In the annals of tall buildings, the pyramids, cathedrals, five-story pagodas and many more all pushed for the heavens long before the modern era.
In 1889, the Eiffel Tower in Paris, France, created a huge sensation when it was inaugurated as the world's tallest structure at the time. It measured 324 meters in height. It remained the world's tallest structure until 1930. Then Tokyo Tower was completed in 1958 and took over the title of world’s tallest tower at 333 meters.
Before the completion of the 634-meter Tokyo Skytree, the world’s tallest free-standing tower was Canton Tower, in Guangzhou, southern China, scaling 600 meters. It was completed in 2009 and surpassed the then record holder of more than 30 years--the 553-meter CN Tower in Toronto, Canada, which was completed in 1976. Guangzhou’s reign as the world’s tallest tower was short-lived and lasted for only two years.
At the moment, the world’s tallest structure including towers, is the Burj Khalifa skyscraper, which reaches a whopping 828 meters, and is located in Dubai, United Arab Emirates. The construction cost some $1.5 billion (119.04 billion yen). Burj Khalifa was completed in 2010, leaving the then record holder, the 509-meter high Taipei 101, in Taipei, Taiwan, in the dust.
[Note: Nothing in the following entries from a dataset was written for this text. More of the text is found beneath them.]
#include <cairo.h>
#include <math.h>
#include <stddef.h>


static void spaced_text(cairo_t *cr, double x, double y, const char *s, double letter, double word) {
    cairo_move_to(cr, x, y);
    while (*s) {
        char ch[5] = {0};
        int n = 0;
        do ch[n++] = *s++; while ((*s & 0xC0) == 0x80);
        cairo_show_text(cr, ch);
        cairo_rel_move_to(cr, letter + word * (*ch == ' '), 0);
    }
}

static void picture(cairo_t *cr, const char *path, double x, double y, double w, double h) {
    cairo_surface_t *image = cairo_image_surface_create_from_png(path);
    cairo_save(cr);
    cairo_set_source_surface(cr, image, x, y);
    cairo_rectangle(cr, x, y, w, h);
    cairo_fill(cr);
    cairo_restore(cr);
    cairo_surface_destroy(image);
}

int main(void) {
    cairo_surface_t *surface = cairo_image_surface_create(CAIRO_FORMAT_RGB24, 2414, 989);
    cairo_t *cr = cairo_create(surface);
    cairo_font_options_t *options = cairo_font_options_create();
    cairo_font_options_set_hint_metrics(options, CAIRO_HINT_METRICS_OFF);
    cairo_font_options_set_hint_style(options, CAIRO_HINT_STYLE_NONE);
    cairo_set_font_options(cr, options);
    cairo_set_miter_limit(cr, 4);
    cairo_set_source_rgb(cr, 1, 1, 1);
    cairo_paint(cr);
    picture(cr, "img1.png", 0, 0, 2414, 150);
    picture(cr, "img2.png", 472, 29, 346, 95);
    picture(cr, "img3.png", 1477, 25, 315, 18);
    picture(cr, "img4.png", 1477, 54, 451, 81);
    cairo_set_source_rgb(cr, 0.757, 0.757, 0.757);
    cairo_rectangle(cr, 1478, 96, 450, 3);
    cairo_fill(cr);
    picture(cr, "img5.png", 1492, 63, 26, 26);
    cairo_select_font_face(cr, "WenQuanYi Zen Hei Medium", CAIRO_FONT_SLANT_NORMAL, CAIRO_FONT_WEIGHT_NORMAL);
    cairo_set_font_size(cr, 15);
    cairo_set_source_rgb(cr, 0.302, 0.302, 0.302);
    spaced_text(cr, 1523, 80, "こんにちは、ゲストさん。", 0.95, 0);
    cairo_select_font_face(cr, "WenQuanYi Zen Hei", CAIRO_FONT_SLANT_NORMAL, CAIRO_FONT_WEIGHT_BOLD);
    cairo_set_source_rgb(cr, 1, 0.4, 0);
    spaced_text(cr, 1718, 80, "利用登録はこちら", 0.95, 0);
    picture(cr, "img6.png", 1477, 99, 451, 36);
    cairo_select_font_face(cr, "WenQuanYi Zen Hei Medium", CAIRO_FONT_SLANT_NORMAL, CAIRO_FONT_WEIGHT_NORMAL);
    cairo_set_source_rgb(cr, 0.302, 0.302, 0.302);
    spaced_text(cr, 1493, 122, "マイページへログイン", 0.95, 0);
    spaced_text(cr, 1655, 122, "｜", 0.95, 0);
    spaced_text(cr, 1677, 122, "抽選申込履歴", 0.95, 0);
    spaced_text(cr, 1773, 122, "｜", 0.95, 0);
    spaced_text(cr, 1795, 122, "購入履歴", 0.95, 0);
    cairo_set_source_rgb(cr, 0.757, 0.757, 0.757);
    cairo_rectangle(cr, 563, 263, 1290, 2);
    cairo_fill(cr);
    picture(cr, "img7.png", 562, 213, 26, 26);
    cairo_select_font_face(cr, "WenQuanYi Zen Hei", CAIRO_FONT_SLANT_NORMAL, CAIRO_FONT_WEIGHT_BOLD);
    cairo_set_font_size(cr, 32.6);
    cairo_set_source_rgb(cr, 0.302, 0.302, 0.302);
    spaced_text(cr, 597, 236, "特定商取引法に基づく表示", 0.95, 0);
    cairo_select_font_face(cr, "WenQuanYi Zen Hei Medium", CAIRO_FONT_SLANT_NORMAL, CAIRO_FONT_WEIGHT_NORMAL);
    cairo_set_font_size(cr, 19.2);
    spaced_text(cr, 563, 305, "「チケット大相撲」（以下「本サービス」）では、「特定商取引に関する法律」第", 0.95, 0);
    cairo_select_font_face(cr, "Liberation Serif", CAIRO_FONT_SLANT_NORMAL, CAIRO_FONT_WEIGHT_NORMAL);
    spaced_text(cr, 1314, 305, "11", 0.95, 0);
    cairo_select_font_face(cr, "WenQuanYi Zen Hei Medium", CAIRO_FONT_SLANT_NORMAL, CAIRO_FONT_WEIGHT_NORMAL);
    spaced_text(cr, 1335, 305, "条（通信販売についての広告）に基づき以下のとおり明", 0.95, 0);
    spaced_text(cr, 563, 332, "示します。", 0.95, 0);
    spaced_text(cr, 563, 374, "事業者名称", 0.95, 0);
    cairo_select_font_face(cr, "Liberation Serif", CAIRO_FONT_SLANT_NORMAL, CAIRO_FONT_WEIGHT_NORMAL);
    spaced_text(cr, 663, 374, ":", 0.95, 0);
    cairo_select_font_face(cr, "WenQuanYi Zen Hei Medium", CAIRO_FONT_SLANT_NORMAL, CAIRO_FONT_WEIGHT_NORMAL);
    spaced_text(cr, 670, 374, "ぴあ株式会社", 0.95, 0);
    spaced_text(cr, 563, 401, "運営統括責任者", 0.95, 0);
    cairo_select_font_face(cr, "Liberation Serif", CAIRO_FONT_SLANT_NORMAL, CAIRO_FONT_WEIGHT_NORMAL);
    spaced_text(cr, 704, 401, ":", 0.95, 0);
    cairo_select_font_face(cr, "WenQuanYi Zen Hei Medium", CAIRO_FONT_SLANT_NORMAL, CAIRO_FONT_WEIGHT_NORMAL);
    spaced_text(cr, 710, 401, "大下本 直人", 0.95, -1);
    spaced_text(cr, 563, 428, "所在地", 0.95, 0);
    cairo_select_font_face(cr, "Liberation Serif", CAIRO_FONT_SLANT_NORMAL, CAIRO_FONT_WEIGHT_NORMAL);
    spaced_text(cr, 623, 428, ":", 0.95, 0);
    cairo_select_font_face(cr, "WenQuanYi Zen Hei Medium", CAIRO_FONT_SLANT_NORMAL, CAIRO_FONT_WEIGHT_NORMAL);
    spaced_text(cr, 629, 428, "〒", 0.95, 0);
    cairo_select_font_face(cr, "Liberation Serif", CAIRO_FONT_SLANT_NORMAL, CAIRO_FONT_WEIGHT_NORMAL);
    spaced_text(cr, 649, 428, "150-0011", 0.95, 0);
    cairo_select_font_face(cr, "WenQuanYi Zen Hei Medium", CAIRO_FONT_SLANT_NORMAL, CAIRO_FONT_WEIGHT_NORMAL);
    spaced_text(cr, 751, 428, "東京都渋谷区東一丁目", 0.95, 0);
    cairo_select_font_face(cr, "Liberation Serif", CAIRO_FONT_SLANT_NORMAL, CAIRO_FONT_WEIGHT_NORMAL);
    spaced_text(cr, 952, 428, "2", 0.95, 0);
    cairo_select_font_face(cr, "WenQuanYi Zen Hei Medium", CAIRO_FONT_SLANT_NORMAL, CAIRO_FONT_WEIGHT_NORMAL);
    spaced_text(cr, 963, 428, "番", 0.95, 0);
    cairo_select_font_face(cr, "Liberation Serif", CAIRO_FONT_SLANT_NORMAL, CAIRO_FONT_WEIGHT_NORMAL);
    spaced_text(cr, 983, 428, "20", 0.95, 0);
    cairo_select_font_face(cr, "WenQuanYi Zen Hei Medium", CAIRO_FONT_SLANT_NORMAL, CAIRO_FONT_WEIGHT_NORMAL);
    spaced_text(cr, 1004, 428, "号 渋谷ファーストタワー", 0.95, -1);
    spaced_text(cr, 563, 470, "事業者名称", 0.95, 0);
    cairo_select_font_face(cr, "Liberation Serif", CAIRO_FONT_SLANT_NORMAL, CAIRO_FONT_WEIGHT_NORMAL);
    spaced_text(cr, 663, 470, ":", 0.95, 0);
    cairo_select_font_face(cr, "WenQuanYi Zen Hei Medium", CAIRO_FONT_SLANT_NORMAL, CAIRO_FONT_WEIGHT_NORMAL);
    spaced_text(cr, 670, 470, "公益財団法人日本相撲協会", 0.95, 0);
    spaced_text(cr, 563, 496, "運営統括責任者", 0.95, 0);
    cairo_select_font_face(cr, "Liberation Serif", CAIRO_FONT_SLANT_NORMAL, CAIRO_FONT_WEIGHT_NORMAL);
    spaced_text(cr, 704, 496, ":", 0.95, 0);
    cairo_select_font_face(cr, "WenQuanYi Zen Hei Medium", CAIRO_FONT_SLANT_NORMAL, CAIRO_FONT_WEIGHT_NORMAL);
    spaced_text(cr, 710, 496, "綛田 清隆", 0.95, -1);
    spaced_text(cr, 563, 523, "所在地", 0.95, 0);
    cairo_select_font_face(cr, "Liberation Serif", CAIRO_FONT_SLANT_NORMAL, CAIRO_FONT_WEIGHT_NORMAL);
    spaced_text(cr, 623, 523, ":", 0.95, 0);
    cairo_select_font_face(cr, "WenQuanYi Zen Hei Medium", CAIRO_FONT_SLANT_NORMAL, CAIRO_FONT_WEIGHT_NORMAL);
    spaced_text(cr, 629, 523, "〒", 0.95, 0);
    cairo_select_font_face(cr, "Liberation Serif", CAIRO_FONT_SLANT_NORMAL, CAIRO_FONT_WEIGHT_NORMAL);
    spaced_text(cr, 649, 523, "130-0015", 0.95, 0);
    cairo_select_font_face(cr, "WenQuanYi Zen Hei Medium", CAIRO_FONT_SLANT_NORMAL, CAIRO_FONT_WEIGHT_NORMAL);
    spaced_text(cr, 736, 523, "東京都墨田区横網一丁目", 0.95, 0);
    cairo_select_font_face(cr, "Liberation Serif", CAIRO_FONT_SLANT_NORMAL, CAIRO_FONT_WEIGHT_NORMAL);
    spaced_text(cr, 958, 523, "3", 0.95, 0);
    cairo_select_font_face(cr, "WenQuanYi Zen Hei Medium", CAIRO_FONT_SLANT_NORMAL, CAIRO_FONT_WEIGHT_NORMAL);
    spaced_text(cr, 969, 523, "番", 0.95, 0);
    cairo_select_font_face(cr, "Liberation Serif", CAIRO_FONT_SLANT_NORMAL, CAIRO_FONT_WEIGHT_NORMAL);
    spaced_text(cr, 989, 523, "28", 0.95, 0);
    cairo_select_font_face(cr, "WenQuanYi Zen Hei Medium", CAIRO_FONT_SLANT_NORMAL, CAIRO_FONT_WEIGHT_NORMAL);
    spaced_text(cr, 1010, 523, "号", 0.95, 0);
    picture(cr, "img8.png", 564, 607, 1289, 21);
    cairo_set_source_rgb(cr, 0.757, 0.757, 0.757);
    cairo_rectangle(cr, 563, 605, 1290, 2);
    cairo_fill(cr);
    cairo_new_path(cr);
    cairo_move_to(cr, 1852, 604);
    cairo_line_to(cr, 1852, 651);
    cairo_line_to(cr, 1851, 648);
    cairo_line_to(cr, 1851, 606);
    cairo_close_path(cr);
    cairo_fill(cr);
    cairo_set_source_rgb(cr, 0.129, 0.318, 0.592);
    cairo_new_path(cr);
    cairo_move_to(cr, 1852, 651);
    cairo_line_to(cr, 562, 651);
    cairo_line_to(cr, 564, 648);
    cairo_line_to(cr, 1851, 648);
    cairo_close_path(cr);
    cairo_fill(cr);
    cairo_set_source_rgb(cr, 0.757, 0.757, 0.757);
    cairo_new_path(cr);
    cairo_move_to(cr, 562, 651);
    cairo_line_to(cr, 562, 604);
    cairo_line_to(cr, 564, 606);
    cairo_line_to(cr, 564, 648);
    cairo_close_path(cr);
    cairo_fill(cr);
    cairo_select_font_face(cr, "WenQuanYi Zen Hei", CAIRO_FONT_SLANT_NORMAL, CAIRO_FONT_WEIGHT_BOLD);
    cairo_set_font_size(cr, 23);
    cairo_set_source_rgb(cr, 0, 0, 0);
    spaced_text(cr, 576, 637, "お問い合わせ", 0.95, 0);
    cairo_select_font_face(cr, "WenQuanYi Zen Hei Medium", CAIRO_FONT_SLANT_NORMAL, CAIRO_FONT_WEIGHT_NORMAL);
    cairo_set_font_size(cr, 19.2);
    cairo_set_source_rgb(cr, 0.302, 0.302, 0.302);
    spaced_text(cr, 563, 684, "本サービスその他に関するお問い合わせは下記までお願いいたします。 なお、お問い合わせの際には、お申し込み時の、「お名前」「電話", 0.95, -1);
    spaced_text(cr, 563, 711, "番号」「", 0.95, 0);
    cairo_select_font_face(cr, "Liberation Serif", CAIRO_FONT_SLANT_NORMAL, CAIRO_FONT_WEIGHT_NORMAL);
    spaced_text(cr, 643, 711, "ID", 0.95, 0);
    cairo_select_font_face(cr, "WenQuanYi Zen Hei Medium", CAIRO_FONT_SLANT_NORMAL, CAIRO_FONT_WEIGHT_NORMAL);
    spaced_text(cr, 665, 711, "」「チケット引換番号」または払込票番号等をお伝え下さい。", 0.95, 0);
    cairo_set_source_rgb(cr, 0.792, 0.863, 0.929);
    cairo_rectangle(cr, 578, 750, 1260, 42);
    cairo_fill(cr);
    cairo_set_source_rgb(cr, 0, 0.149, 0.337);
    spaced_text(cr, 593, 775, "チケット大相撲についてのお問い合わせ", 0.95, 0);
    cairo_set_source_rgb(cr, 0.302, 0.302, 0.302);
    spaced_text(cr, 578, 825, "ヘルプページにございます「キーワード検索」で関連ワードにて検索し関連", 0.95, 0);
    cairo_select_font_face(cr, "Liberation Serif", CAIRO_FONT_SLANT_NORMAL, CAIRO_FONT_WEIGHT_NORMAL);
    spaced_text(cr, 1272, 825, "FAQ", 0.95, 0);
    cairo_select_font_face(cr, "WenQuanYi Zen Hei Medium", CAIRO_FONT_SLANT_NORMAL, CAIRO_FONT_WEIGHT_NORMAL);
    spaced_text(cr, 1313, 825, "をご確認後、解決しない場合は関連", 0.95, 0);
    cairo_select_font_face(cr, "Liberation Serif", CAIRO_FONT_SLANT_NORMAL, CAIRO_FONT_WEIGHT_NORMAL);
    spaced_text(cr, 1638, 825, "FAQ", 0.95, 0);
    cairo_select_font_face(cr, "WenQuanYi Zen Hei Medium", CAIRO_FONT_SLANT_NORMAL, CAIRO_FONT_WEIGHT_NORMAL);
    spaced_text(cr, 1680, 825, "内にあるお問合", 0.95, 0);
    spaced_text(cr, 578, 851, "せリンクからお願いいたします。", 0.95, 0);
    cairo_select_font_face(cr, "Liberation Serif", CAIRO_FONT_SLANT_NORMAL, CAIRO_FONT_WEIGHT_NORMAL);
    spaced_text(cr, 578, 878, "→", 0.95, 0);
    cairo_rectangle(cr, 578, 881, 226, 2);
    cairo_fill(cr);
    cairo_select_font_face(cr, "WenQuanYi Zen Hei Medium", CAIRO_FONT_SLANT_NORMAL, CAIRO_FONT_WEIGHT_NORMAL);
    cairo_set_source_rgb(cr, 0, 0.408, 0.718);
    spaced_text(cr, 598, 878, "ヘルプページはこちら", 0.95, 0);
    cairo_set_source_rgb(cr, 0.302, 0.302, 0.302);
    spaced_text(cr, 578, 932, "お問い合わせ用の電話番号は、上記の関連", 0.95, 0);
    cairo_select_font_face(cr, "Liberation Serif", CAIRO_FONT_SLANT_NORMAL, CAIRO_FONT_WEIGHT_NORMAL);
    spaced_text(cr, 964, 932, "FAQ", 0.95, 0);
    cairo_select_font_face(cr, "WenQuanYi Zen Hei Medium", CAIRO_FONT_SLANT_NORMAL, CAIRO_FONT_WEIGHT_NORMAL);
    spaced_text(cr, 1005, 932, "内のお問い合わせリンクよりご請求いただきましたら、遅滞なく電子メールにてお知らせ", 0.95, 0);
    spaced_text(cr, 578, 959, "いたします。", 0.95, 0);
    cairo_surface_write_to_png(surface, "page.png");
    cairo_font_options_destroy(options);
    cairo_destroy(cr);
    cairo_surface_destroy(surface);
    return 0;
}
But its days of glory may be numbered. Azerbaijan, the former Soviet state that is enjoying a major construction rush, has revealed plans to build a skyscraper reaching 1,050 meters high.
Still, one architectural expert wonders why the race continues for the world's tallest structure.
“There is not much meaning to simply going higher, or expanding space volume," said Shizuo Harada, 68, an architect and president of ESCO (Environmental Systems Consultation & Organization) who is well-versed in high-rise constructions. "The environment high up in the air is quite harsh. The important thing is to create spaces like parks and pools in midair--to open up new habitats inside skyscrapers.”
Harada added, “We can divert such state-of-the-art skyscraper construction technology to a variety of fields.”